There are two ways to specify a semivariogram or covariance model. In the first method, you specify the required parameters SCALE, RANGE, and FORM, and possibly the optional parameters NUGGET, ANGLE, and RATIO, explicitly in the MODEL statement.
In the second method, you specify an MDATA= data set. This data set contains variables corresponding to the required SCALE, RANGE, and FORM parameters, and, optionally, variables for the NUGGET, ANGLE, and RATIO parameters.
The two methods are exclusive; either you specify all parameters explicitly, or they all are read from the MDATA= data set.
See the section "Theoretical Semivariogram Models" for details on how the FORM= forms are determined.
The FORM variable must be a character variable, assuming only the values allowed in the explicit FORM= syntax described previously. The RANGE and SCALE variables must be numeric. The optional variables ANGLE, RATIO, and NUGGET must also be numeric if present.

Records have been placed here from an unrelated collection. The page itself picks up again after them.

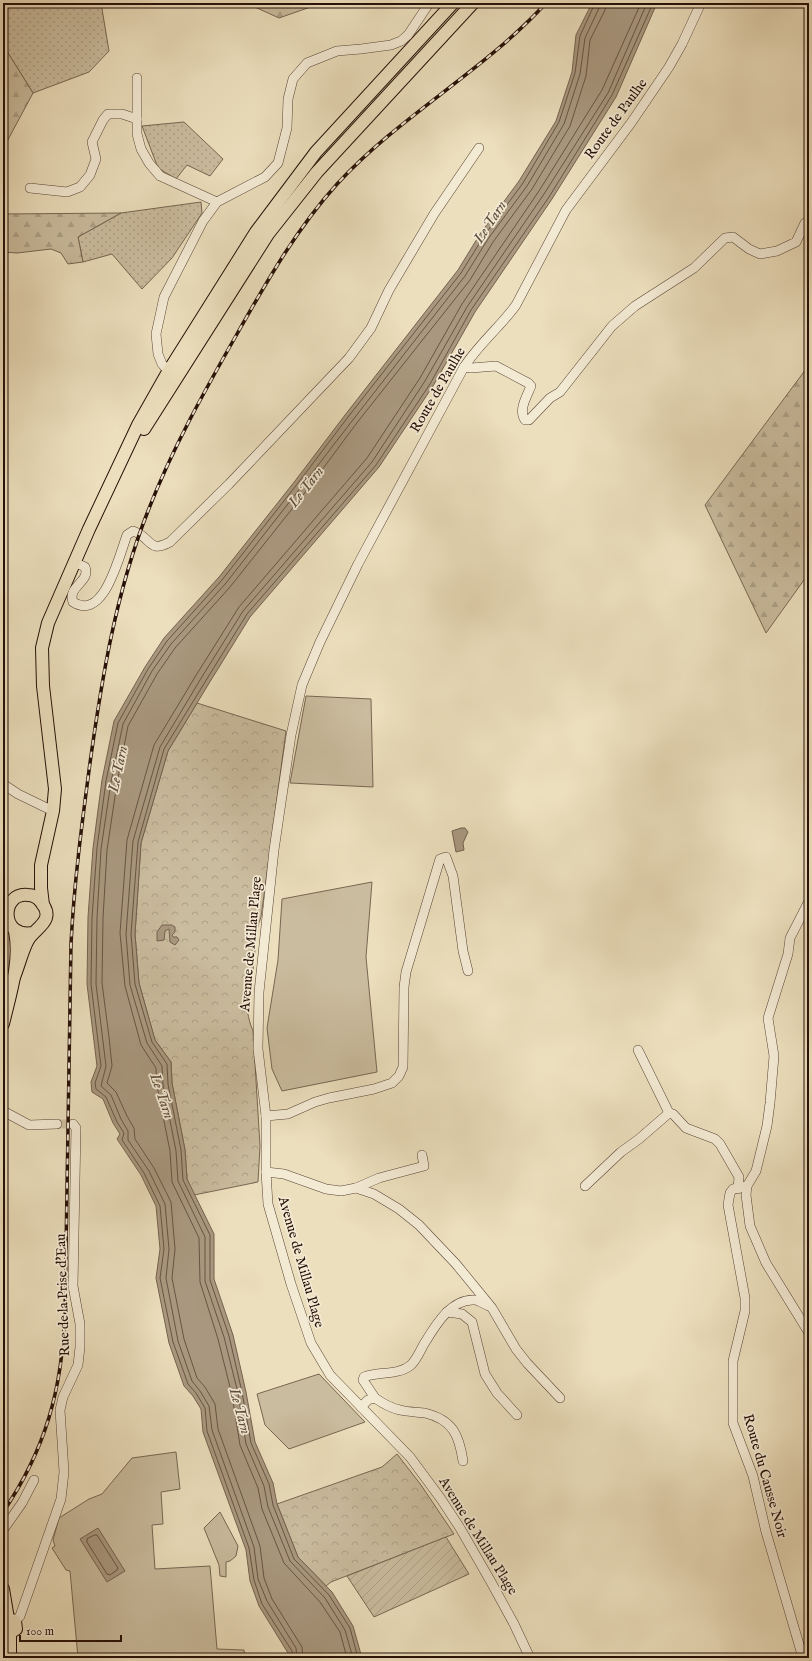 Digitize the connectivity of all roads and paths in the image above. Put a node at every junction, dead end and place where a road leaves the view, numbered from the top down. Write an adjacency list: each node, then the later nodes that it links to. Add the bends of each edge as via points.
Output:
1 (453, 3): 12 (main road, via 316,152 292,182 256,232)
2 (473, 3): 12 (main road, via 295,198)
3 (700, 3): 11 (street, Route de Paulhe, via 669,68 566,210 516,305)
4 (428, 5): 9 (street, via 401,41 391,45 337,51 307,63 293,79 288,99 287,128 278,163 265,177)
5 (137, 78): 6 (street)
6 (137, 119): 8 (street, via 122,114 108,114 92,142 96,158 90,175 80,187 67,192); 9 (street, via 141,149 149,164 160,176)
7 (479, 148): 13 (street, via 434,214 389,290 370,328 349,358 229,484 170,542 160,547 153,547 140,533 133,531 127,535 108,586 100,600 91,606 79,607 73,602 74,589 87,573 85,567)
8 (30, 188)
9 (217, 202): 12 (street, via 203,221 164,297 156,334 158,354)
10 (805, 222): 11 (street, via 796,242 777,251 760,254 732,237 725,238 694,268 635,306 612,326 560,392 550,398 529,420 523,417 522,408 531,386 528,383 496,366)
11 (464, 367): 14 (street, Route de Paulhe, via 351,577)
12 (169, 371): 13 (main road)
13 (74, 562): 16 (main road, via 48,623 42,648 43,686 55,789)
14 (302, 685): 30 (street, Avenue de Millau Plage, via 284,776 259,992 258,1049)
15 (3, 784): 16 (street)
16 (54, 810): 17 (main road)
17 (41, 865): 18 (main road, via 33,883); 20 (main road)
18 (13, 898): 20 (main road, via 35,897); 21 (main road)
19 (809, 901): 36 (street, Route du Causse Noir, via 790,938 788,954 768,1018 774,1056 767,1126 756,1171)
20 (44, 905): 23 (main road, via 44,922)
21 (5, 912): 22 (main road, via 8,924)
22 (15, 931): 23 (main road, via 22,934); 25 (main road, via 18,946)
23 (32, 933): 25 (main road)
24 (468, 971): 30 (street, via 463,951 454,876 446,857 440,859 406,972 403,1067 399,1076 392,1083 374,1089 315,1102 288,1114)
25 (14, 977): 26 (main road)
26 (3, 1024)
27 (638, 1050): 29 (street)
28 (3, 1111): 31 (street, via 29,1125)
29 (669, 1113): 35 (street, via 620,1152); 36 (street, via 686,1128 715,1139 720,1144)
30 (266, 1116): 34 (street, Avenue de Millau Plage)
31 (57, 1124)
32 (73, 1124): 49 (street, Rue de la Prise d'Eau, via 76,1128 73,1286 80,1324 80,1347 78,1365 63,1397 60,1410 64,1472 61,1499 20,1616)
33 (422, 1155): 37 (street, via 424,1166 379,1178)
34 (266, 1172): 37 (street, via 284,1174 326,1189 341,1191); 43 (street, Avenue de Millau Plage, via 270,1215 306,1332 330,1375)
35 (585, 1186)
36 (743, 1187): 40 (street, via 750,1226 776,1280); 52 (street, Route du Causse Noir, via 733,1189 728,1205 746,1298 733,1361 734,1423 753,1476 766,1532)
37 (356, 1188): 38 (street, via 374,1194 419,1225 456,1264)
38 (492, 1308): 39 (street, via 476,1300 461,1301); 42 (street, via 516,1349)
39 (447, 1312): 41 (street, via 410,1365 398,1371 364,1377 364,1384); 44 (street, via 462,1314 472,1322 486,1374 497,1393)
40 (809, 1332)
41 (375, 1398): 43 (street, via 368,1400); 45 (street, via 399,1410 441,1418 452,1428)
42 (560, 1398)
43 (361, 1407): 51 (street, Avenue de Millau Plage, via 410,1457 460,1528 514,1624)
44 (517, 1415)
45 (463, 1461)
46 (34, 1480): 47 (street)
47 (3, 1530)
48 (3, 1589): 49 (main road)
49 (8, 1625): 50 (main road)
50 (10, 1658)
51 (530, 1658)
52 (803, 1658)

The number of observations present in the MDATA= data set corresponds to the level of nesting of the semivariogram model. For example, to specify a nonnested model using a spherical covariance, an MDATA= data set might look like
data md1;
input scale range form $;
datalines;
25 10 SPH
run;
The PROC KRIGE2D statement to use the MDATA= specification is of the form
proc krige2d data=...;
pred var=....;
model mdata=md1;
run;
This is equivalent to the following explicit specification of the covariance model parameters:
proc krige2d data=...;
pred var=....;
model scale=25 range=10 form=sph;
run;
The following MDATA= data set is an example of an anisotropic nested model:
data md1;
input scale range form $ nugget angle ratio;
datalines;
20 8 S 5 35 0.7
12 3 G 5 0 0.8
4 1 G 5 45 0.5
;
This is equivalent to the following explicit specification of the covariance model parameters:
proc krige2d data=...;
pred var=....;
model scale=(20,12,4) range=(8,3,1) form=(S,G,G)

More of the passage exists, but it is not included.